To implement this, add a new flag to regexec(), REXEC_FAIL_ON_UNDERFLOW.
This tells regexec() to return failure even if the match itself succeeded,
but where the start of $& is before the passed stringarg point.
This change caused one existing test to fail (which was added about a year
ago):
$_="abcdef";
s/bc|(.)\G(.)/$1 ? "[$1-$2]" : "XX"/ge;
print; # used to print "aXX[c-d][d-e][e-f]"; now prints "aXXdef"

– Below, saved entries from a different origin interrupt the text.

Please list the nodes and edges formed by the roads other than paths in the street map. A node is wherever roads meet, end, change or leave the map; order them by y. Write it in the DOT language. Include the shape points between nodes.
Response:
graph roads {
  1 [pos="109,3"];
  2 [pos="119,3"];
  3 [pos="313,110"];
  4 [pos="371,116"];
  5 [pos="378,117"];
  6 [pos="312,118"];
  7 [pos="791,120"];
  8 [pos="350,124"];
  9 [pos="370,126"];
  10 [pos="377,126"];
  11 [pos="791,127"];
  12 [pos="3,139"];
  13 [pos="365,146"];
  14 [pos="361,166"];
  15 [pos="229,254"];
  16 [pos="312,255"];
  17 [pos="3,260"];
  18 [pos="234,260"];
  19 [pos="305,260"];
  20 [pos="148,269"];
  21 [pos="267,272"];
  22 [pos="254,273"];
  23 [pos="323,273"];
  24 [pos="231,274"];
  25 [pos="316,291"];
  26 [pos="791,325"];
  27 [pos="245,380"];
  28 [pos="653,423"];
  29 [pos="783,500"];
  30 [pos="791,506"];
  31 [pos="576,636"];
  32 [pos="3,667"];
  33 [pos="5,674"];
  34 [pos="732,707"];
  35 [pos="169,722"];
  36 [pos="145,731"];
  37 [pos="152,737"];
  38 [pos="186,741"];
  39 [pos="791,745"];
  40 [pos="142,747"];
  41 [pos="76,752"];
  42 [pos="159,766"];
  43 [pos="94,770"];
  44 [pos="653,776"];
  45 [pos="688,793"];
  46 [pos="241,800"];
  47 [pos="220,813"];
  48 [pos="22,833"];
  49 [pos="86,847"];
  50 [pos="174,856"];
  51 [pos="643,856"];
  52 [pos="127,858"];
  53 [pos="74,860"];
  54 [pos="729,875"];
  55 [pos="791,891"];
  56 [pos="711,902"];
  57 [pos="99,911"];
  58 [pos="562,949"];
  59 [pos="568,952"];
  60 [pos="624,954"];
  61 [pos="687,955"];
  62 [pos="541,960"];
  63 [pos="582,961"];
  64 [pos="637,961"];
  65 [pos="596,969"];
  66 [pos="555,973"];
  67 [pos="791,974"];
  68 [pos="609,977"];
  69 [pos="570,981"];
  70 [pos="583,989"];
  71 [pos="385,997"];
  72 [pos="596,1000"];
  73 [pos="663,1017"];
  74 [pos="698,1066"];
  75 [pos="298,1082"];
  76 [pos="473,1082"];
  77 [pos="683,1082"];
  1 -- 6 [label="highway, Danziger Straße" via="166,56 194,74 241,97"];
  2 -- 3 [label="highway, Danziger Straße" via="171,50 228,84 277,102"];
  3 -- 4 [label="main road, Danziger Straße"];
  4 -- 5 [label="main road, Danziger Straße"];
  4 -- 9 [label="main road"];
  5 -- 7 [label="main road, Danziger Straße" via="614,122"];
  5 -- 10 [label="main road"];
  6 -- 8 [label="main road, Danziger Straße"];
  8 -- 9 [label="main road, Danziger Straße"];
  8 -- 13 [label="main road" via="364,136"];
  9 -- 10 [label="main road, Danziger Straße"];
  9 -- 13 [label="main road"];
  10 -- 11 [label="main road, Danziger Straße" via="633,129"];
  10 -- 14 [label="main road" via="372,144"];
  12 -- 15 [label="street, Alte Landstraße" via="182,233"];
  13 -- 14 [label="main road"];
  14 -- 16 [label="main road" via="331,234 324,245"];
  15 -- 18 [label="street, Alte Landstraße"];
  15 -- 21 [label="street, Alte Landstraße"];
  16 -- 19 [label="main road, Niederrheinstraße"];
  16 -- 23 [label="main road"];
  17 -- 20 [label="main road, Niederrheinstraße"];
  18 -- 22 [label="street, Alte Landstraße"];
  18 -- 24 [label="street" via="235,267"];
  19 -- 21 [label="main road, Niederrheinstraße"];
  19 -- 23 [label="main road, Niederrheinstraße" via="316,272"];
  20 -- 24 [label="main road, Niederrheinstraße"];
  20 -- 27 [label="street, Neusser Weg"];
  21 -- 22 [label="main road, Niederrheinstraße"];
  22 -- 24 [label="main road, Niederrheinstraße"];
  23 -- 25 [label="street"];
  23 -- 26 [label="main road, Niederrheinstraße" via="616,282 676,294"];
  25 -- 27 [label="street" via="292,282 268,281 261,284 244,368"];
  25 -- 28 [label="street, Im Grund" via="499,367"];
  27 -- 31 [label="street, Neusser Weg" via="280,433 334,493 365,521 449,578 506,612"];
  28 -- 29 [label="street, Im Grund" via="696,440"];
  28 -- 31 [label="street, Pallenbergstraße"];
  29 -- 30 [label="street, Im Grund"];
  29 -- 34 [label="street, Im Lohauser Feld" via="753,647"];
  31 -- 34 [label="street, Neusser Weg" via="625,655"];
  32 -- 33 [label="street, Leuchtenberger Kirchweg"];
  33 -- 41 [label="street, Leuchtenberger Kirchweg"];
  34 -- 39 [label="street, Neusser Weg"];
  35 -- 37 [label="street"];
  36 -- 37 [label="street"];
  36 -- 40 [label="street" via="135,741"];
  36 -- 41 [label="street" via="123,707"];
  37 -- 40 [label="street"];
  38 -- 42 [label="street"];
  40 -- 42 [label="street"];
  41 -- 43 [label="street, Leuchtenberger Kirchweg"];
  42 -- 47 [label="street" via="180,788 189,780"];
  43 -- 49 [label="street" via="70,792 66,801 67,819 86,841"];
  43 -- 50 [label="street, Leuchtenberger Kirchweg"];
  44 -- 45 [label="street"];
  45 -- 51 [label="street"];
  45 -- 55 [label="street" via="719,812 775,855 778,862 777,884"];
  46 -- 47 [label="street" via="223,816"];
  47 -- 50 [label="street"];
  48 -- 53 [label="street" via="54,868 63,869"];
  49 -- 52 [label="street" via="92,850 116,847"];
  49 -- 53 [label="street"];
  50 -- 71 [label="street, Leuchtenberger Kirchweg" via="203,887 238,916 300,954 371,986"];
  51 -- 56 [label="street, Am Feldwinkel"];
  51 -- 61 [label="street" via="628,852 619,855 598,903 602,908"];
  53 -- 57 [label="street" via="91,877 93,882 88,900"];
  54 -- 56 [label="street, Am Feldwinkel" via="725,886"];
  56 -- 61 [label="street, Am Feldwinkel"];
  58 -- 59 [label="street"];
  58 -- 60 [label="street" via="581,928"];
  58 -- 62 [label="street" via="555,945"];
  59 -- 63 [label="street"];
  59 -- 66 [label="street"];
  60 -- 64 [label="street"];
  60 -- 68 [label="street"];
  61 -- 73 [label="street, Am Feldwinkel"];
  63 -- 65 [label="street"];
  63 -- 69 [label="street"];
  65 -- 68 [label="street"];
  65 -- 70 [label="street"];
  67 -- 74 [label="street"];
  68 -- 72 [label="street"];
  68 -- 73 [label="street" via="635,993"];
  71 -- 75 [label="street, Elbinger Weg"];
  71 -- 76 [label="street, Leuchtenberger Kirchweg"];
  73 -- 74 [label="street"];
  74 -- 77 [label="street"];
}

I think that that test relies on ambiguous behaviour, and that my change
makes things saner.
Note that s/// with \G is generally very under-tested.
M pod/perlre.pod
M pp_ctl.c
M pp_hot.c
M regexec.c
M regexp.h
M t/re/subst.t
commit 0f55c4ebf6b57d27a0e445024174c647313a8844
Author: David Mitchell <[email protected]>
Date: Mon Jul 15 21:57:34 2013 +0100
pp_subst: don't use REXEC_COPY_STR on 2nd match
pp_subst() sets the REXEC_COPY_STR flag on the first match. On the second
and subsequent matches, it doesn't set it in two out three of the branches
(including pp_susbstcont) where it calls CALLREGEXEC().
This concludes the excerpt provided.